How difficult was it to embed yourself in that community?
I think it was easier for me shooting prostitutes as a woman. With some of those interior shots I was actually inside with them. I’m not sure it would be as easy now for a man or a woman. Just because that was before Facebook and social media and the internet and all of that stuff and people realised it’s a very small world for that. I mean those things don’t affect the way I shoot, I just try and take pictures but they definitely affect access today. No matter what you’re doing people are always asking, ‘Where am I going to see this? Facebook, YouTube?’’ People are very curious about where it’s going to be seen. More curious than when there were just magazines.
What are your favourite images from your own work?
I would never dream that I could ever have an image that would even come close to what he did. But of course there are images of mine that I like more than others. But I would never want to compare myself to him, he’s uncomparable because he’s so great. If you wanted to take an image from the prostitutes series, you could take the one of the girl looking out of the funny alphabet curtain. Or the young girl that I’m looking down on. They’re very different images. I think they capture a moment and I think I was able to translate really well that moment that I saw, and translate it with a machine called a camera – it was probably a Leica. I think it summed up the innocence and also the boldness, and the experience that I had with these women. They were very young. One is much more of a caught image, the girl peering out of the baby curtain, and the other is much more of a portrait. But the whole idea of trying to get the essence of the place.

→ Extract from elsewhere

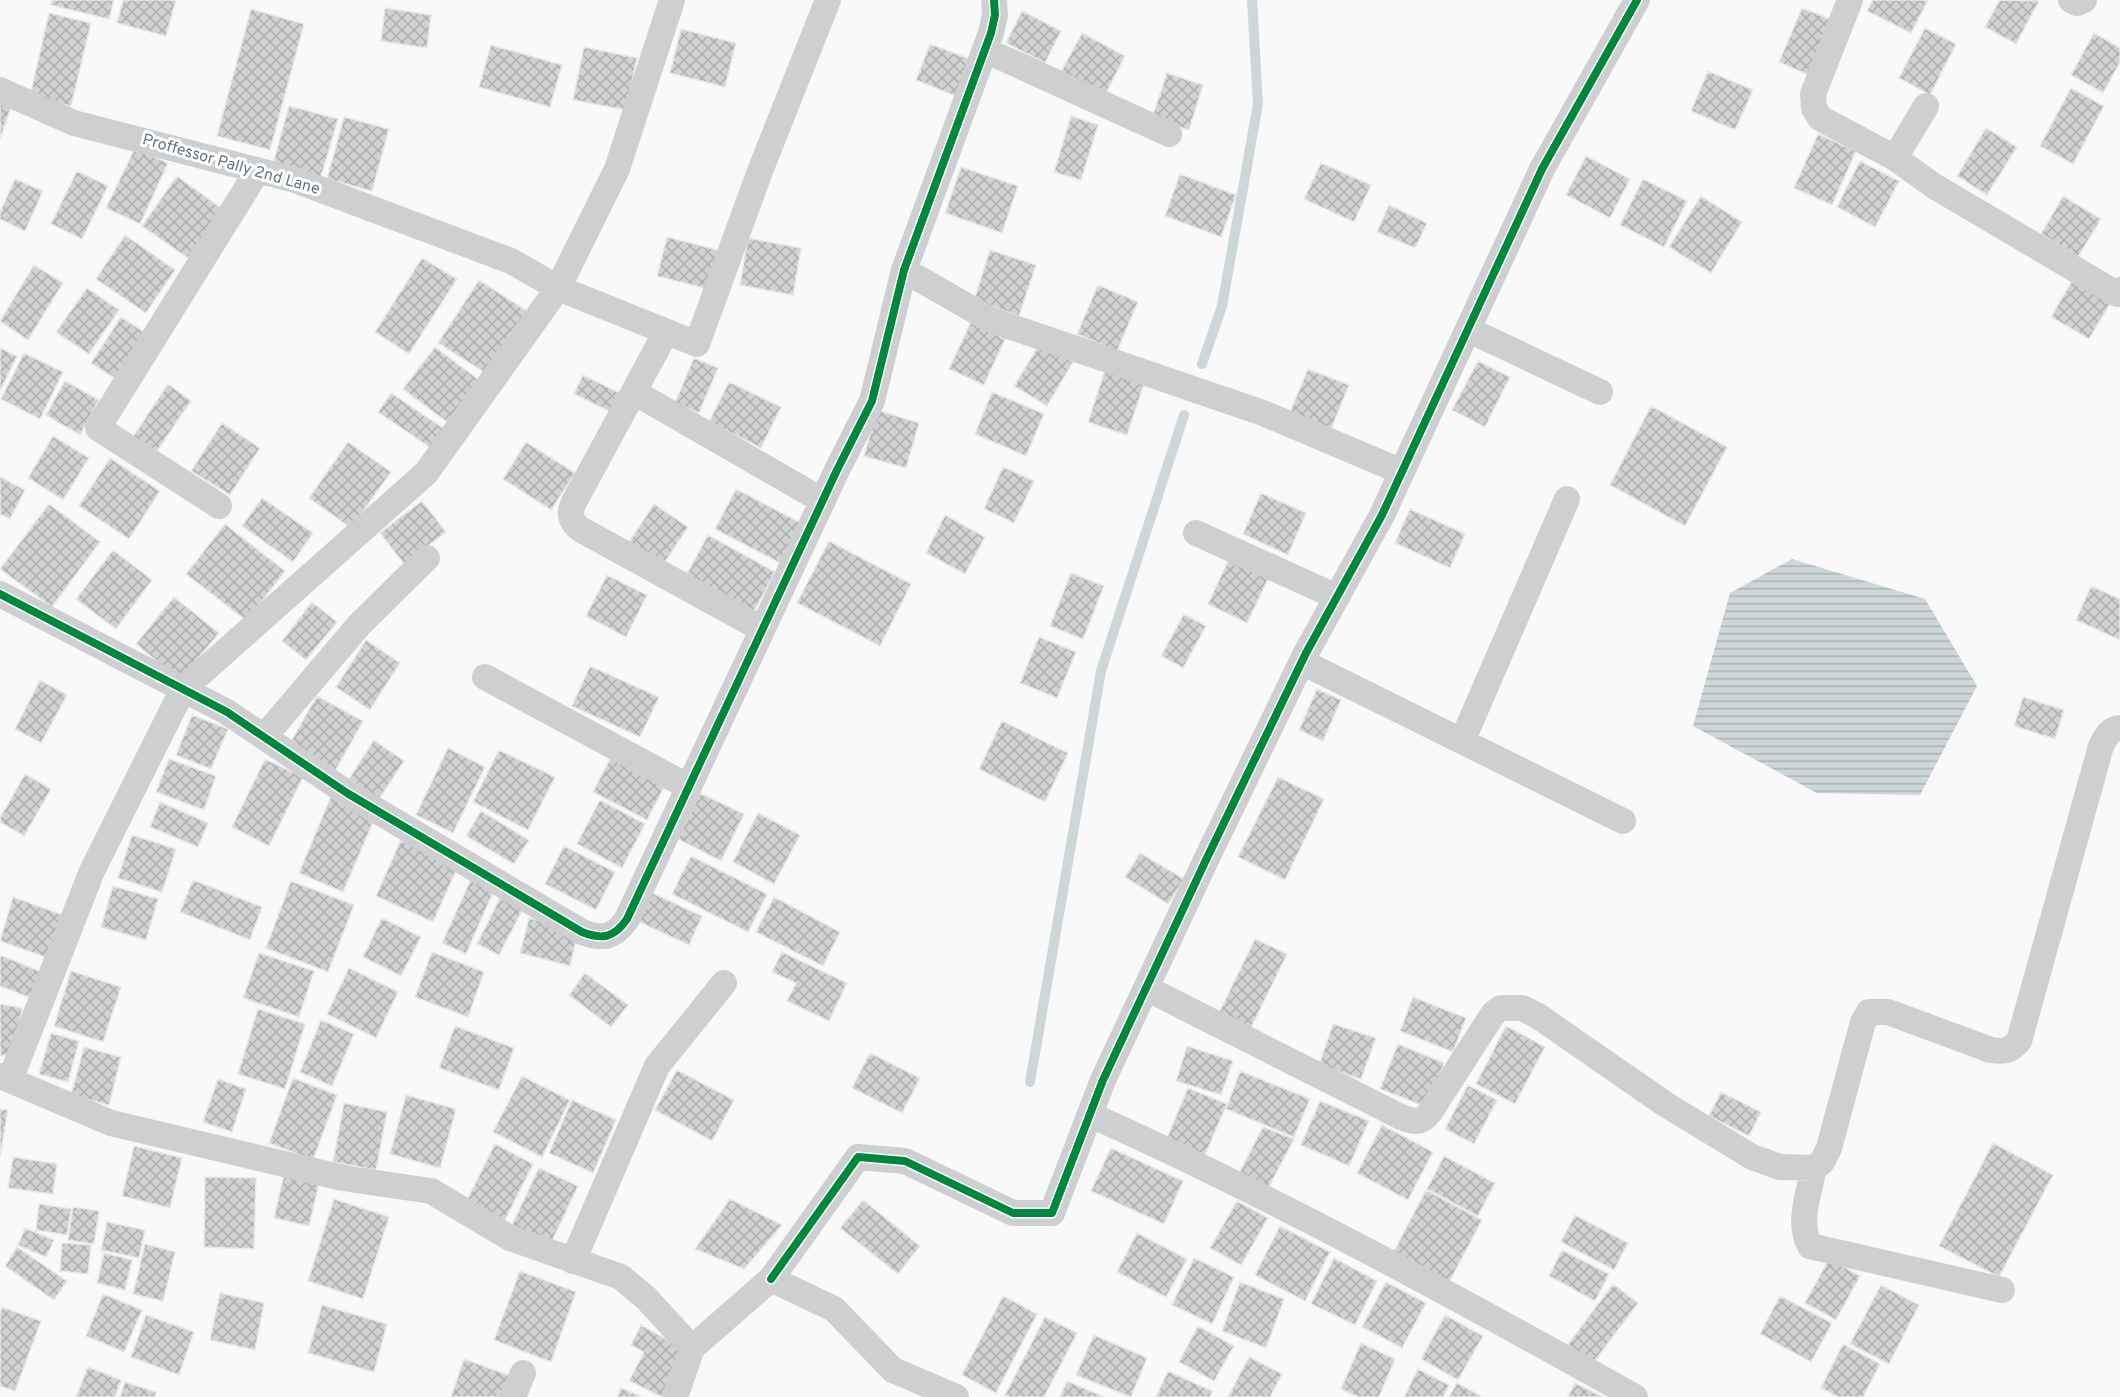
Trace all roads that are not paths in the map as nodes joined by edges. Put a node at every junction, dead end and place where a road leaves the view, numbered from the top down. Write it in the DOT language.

What are you working on now?
I’m now working on a project with my husband, he’s a filmmaker. In the ‘80s he did a film called Street Wise, about kids in Seattle. But one of those kids we’ve been following for thirty years, she’s a young prostitute. We just did a Kickstarter and made some money and we’ve done two trips to Seattle to film her. She’s got ten children now. For thirty years we’ve gone back several times. Aperture is going to publish a book of some of the old photographs with the newer ones shot over the years. Tiny is her name.
How would you like to be remembered?
I just hope that my work leaves a message of the power of reality. How it’s tough being born poor and how, in a sense, often your chances of escaping the reality of that poverty and situation are very difficult. That’s what I always thought photography was about. Touching a moment. Capturing a moment in time.